Answer
$158\text{ ft}$
Work Step by Step
The bridge is in the form of a parabola, where $x=0$, and the bridge is $160\text{ ft}$; then, the bridge is from $-80\text{ to }80$.
The vertical cables are $30\text{ ft}$above road level at the midpoint of the bridge, so, the point would be $\left( 0,30 \right)$ on the $y-axis$.
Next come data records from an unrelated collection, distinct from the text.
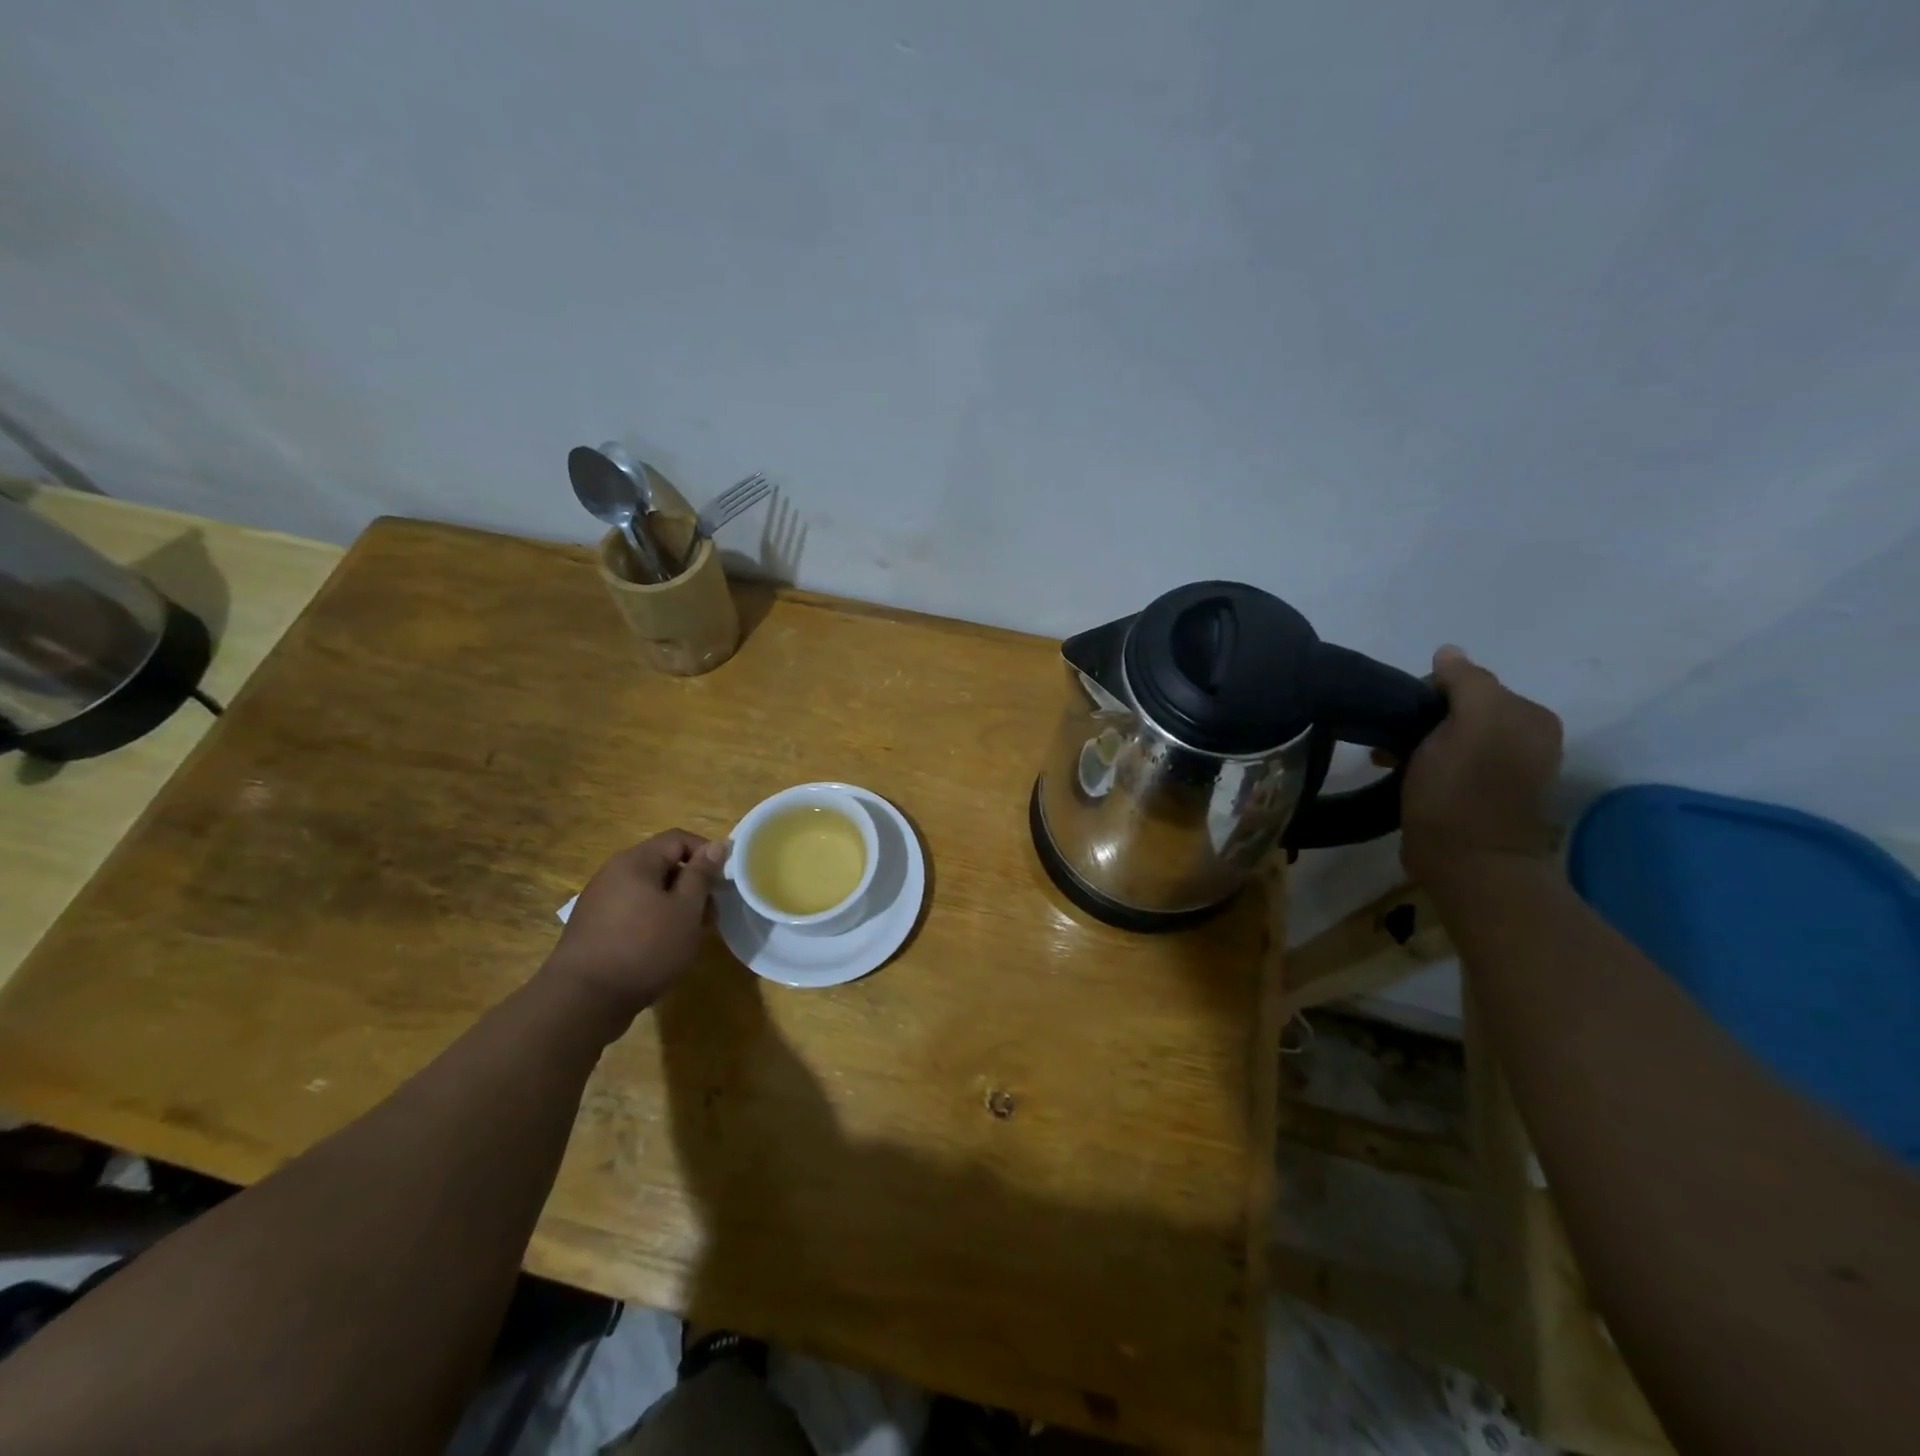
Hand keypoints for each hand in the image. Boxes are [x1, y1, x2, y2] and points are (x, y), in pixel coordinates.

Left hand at [542, 831, 728, 1027]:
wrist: (582, 1000)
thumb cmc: (644, 948)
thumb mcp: (685, 910)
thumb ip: (701, 875)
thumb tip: (717, 845)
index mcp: (635, 862)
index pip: (678, 839)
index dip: (707, 853)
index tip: (725, 880)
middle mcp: (613, 873)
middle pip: (662, 864)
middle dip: (692, 884)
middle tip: (711, 915)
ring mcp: (599, 901)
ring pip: (648, 891)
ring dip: (675, 906)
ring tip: (690, 935)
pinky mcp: (593, 928)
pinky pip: (633, 912)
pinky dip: (654, 921)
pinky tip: (662, 948)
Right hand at [1399, 646, 1563, 884]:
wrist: (1467, 863)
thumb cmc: (1464, 790)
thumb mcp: (1470, 724)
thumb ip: (1466, 682)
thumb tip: (1448, 652)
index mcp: (1530, 717)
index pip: (1470, 683)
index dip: (1430, 693)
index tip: (1403, 717)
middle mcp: (1525, 738)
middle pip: (1458, 709)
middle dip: (1421, 719)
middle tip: (1391, 741)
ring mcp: (1504, 769)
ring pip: (1448, 736)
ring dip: (1416, 742)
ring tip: (1389, 759)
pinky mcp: (1479, 795)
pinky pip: (1446, 762)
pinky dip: (1421, 762)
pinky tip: (1401, 774)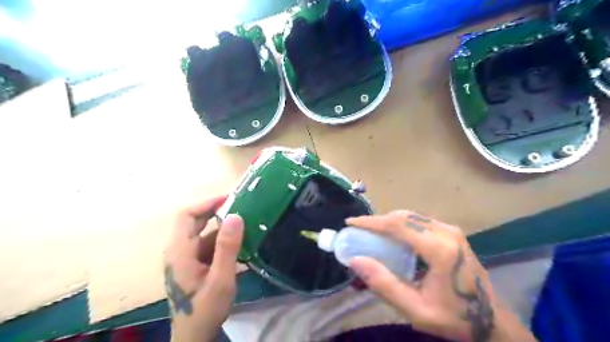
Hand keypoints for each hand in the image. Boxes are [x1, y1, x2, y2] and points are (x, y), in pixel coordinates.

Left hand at [165, 196, 243, 341]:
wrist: (194, 335)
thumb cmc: (205, 309)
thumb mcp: (221, 279)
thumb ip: (227, 248)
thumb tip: (235, 216)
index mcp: (180, 251)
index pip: (186, 215)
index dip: (206, 203)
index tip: (229, 199)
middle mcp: (179, 250)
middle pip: (194, 222)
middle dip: (216, 213)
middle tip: (241, 208)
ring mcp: (185, 258)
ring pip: (203, 234)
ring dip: (222, 228)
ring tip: (245, 225)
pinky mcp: (193, 265)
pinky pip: (207, 246)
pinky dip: (222, 241)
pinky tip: (240, 245)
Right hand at [347, 212, 537, 340]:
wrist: (492, 321)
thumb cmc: (454, 318)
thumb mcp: (415, 309)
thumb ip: (384, 284)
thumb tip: (355, 260)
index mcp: (440, 249)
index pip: (398, 225)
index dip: (371, 222)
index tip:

Also, where the vertical cables are $80\text{ ft}$ above road level at a point 50ft from the midpoint, the point would be $\left( 50,80 \right)\,\text{ and}\,\,\left( -50,80 \right)$
As it is known that the standard form of the equation is $a{{x}^{2}}+bx+c=0$
Now, forming the quadratic equation that fits the points $\left( 0,30 \right)$,$\left( 50,80 \right)\,\text{ and}\,\,\left( -50,80 \right)$:
$\begin{align}
& a{{\left( 0 \right)}^{2}}+b\left( 0 \right)+c=30 \\
& 0+0+c=30 \\
& c=30
\end{align}$
$\begin{align}
& a{{\left( 50 \right)}^{2}}+b\left( 50 \right)+c=80 \\
& 2500a+50b+c=80
\end{align}$
$2500a+50b+c=80$ …… (1)
$\begin{align}
& a{{\left( -50 \right)}^{2}}+b\left( -50 \right)+c=80 \\
& 2500a-50b+c=80
\end{align}$
$2500a-50b+c=80$ …… (2)
Solve the above equation for a, b and c by substituting the value of c in equation (1) and (2).
$\begin{align}
& 2500a+50b+30=80 \\
& 2500a+50b=50 \\
& 50a+b=1
\end{align}$
$\begin{align}
& 2500a-50b+30=80 \\
& 2500-50b=50 \\
& 50a-b=1
\end{align}$
So, upon solving the equations, the value are $a=\frac{1}{50}$and $b=0$,
So the equation of the bridge would be:
$\begin{align}
& y=a{{x}^{2}}+bx+c \\
& y=\left( \frac{1}{50} \right){{x}^{2}}+\left( 0 \right)b+30 \\
& y=\left( \frac{1}{50} \right){{x}^{2}}+30
\end{align}$
In order to find the longest vertical cable, the furthest points will be taken, which are $-80\text{ and }80$
So, put $x=80$ in the equation $y=\frac{1}{50}{{x}^{2}}+30$.
$\begin{align}
& y=\frac{1}{50}{{\left( 80 \right)}^{2}}+30 \\
& y=158\text{ ft} \\
\end{align}$
Thus, the length of the longest vertical cable is $158\text{ ft}$.